Законы лидерства | страница 46



* * *

("Я!..")

Почему у него есть, а у меня нет? Хочу тоже! Пустите меня туда! Хочу туда! Преграды... Убираю их одну за другой. Убрал большеголового, непозволявшего.

Сначала вы отгородились от меня решетчатой стеной. Потом я от вас хитростью, притворством. Сумел притаиться, не показать всего, что могу, не показать силу. В этом - сила. Пустите туда, а то вам будет плохо!

Иногда снова начинаю бояться темноты. Чудится, что в ней притаился огромный полосатый зверь. Крик клокочет во мне и затухает в утробной тьме. В черной тьме. Она плещется во мне. В непроглядной тьме выходит на охоту зверь с мягкими подушечками на лапах. Раньше я не боялся его, потому что не видел. Но кто-то разжег во мне костер. Он вспыхнул и осветил пасть зверя с острыми клыками. Тогда мне стало страшно, как никогда прежде.

Но с костром пришла сила. Теперь я такой же сильный, как тот - с подушечками на лапах. Я подкрадываюсь в неслышной тьме... Вам ничего не поможет. Пустите!

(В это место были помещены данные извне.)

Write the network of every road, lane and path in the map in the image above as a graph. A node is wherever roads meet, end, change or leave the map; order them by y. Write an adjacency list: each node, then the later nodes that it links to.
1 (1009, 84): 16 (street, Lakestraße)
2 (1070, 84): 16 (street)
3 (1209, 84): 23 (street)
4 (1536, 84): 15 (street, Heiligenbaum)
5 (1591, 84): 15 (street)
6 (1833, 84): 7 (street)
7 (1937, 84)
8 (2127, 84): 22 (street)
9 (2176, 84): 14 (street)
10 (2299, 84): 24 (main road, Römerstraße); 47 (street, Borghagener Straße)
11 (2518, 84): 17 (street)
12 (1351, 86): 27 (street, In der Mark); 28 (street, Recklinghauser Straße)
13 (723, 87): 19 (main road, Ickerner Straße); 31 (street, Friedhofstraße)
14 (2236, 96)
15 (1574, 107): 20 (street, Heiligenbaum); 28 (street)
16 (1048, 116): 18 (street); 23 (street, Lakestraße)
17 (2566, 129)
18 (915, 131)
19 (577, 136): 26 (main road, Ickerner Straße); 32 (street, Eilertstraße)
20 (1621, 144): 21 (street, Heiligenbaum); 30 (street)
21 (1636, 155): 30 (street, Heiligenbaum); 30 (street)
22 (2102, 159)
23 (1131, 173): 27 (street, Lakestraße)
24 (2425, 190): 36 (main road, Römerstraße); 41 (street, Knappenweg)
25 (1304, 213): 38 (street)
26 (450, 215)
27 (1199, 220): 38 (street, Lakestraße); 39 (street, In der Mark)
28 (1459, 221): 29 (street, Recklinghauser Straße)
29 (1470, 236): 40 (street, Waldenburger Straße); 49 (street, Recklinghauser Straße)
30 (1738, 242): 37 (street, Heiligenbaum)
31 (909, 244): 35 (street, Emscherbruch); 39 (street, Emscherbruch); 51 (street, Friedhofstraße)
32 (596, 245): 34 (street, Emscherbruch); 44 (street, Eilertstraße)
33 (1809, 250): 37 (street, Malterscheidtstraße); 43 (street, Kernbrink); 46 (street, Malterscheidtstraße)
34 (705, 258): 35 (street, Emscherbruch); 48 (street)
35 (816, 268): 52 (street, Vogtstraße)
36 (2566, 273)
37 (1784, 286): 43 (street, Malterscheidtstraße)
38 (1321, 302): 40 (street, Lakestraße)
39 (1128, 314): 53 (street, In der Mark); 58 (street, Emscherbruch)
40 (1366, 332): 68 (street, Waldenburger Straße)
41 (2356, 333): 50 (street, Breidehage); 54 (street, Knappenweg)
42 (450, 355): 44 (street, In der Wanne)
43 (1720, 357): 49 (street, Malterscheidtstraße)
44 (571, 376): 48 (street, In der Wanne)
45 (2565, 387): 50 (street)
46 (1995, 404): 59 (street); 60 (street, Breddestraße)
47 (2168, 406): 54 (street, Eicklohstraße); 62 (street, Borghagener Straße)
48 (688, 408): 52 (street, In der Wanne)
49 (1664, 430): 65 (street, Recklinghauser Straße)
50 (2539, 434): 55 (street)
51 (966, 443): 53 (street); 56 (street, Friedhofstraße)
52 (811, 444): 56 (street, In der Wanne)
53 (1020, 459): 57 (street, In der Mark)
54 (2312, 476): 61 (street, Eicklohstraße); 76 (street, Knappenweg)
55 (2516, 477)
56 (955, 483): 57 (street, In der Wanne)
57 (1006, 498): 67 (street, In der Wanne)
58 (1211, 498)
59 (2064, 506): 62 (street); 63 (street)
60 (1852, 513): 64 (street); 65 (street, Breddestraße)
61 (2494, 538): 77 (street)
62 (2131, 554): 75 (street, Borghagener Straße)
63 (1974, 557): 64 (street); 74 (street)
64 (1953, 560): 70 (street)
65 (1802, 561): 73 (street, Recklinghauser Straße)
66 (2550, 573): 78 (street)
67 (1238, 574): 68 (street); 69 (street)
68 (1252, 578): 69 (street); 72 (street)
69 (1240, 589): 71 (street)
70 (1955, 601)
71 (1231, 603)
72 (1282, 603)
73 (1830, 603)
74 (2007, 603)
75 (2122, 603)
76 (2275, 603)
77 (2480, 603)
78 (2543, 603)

("Опять я, Петр Петрович...")

По институту распространялись разные слухи, в том числе и совершенно нелепые. Говорили, что убийство Виктора Сергеевича - диверсия, даже называли страну, чьи агенты осуществили эту акцию. Говорили, будто наш институт теперь разделят на три части и только одна из них останется в системе Академии наук. Некоторые сотрудники спешили перейти в отделы, которые якобы останутся "академическими". Говорили, что премий теперь у нас не будет вовсе, так как мы из "ведущих" переместимся в "отстающие".

Впрочем, кое-какие слухи впоследствии подтвердились...

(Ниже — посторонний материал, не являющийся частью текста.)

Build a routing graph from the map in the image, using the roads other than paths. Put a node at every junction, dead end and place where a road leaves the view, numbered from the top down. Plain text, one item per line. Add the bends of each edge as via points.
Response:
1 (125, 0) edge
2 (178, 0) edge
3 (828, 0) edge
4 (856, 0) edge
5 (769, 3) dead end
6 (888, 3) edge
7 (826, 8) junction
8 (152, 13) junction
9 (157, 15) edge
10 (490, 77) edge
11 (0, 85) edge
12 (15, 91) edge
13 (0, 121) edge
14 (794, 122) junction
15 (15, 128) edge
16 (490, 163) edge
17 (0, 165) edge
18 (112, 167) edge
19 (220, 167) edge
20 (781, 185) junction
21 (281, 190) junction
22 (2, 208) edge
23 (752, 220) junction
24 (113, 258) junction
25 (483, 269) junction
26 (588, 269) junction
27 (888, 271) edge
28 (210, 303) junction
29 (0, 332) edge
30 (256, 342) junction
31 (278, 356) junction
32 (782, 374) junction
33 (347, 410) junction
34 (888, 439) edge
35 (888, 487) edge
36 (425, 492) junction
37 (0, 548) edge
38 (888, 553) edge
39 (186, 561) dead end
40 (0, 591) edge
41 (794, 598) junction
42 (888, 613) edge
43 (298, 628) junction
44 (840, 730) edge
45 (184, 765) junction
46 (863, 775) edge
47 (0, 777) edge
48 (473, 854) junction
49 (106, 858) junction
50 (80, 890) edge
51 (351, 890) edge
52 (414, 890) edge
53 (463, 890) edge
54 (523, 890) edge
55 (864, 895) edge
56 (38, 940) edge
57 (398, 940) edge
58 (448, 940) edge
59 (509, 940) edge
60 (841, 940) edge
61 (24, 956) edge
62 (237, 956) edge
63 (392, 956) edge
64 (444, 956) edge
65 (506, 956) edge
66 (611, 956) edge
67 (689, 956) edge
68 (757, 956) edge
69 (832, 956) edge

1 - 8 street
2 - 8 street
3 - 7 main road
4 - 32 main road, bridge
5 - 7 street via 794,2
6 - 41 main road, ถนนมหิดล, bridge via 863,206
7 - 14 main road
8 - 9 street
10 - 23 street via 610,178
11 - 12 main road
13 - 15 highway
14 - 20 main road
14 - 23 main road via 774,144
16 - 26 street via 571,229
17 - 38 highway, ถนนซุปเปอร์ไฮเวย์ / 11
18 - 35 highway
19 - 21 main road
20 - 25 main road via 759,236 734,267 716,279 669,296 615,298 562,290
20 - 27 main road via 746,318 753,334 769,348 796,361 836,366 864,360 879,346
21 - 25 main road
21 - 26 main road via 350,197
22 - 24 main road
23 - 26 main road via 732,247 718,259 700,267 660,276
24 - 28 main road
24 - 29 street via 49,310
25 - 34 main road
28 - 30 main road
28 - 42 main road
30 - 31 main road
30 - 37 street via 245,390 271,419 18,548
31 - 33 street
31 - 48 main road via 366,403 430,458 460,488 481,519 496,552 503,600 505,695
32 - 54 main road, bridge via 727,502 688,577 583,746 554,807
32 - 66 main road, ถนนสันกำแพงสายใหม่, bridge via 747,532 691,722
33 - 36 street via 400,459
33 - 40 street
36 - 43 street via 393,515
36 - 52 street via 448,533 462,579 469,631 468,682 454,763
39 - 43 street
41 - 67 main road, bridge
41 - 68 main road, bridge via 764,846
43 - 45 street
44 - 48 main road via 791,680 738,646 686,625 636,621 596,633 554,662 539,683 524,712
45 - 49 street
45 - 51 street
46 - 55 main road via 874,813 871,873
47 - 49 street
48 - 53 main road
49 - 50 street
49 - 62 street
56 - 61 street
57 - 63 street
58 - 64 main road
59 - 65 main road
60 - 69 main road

Новым директором неожиданно назначили не Александра Игоревича, как многие предполагали, а Евгения Степановича. Произошло это событие тихо, буднично. Сообщила мне новость Таня. При этом у нее так вытянулось лицо, что я поспешил спросить:

- Ты огорчена?

- Нет, конечно. С чего бы мне огорчаться? Евгений Степанович член-корреспондент, руководит фундаментальными исследованиями, ученик Виктора Сергеевича. Все правильно.

Но ее "конечно" сказало мне больше, чем остальные слова.

Вскоре меня вызвали к новому директору. Евгений Степанович был не один. Направо от него, "одесную", восседал Владимир Лукьянович Кулеба, и в этом я увидел плохой знак для себя.

Расширяющееся от лба к подбородку, как бы перевернутое лицо Владимира Лукьяновича сейчас выражало значительность момента, тонкие губы были поджаты и почти не видны.

В директорском кабинете успели сменить кресла на более массивные, с кожаной обивкой. Столы буквой Г остались. Остались и круглый полированный стол с десятком стульев на витых ножках, и шкафы с расхристанными книгами, и гравюры, подаренные французскими генетиками.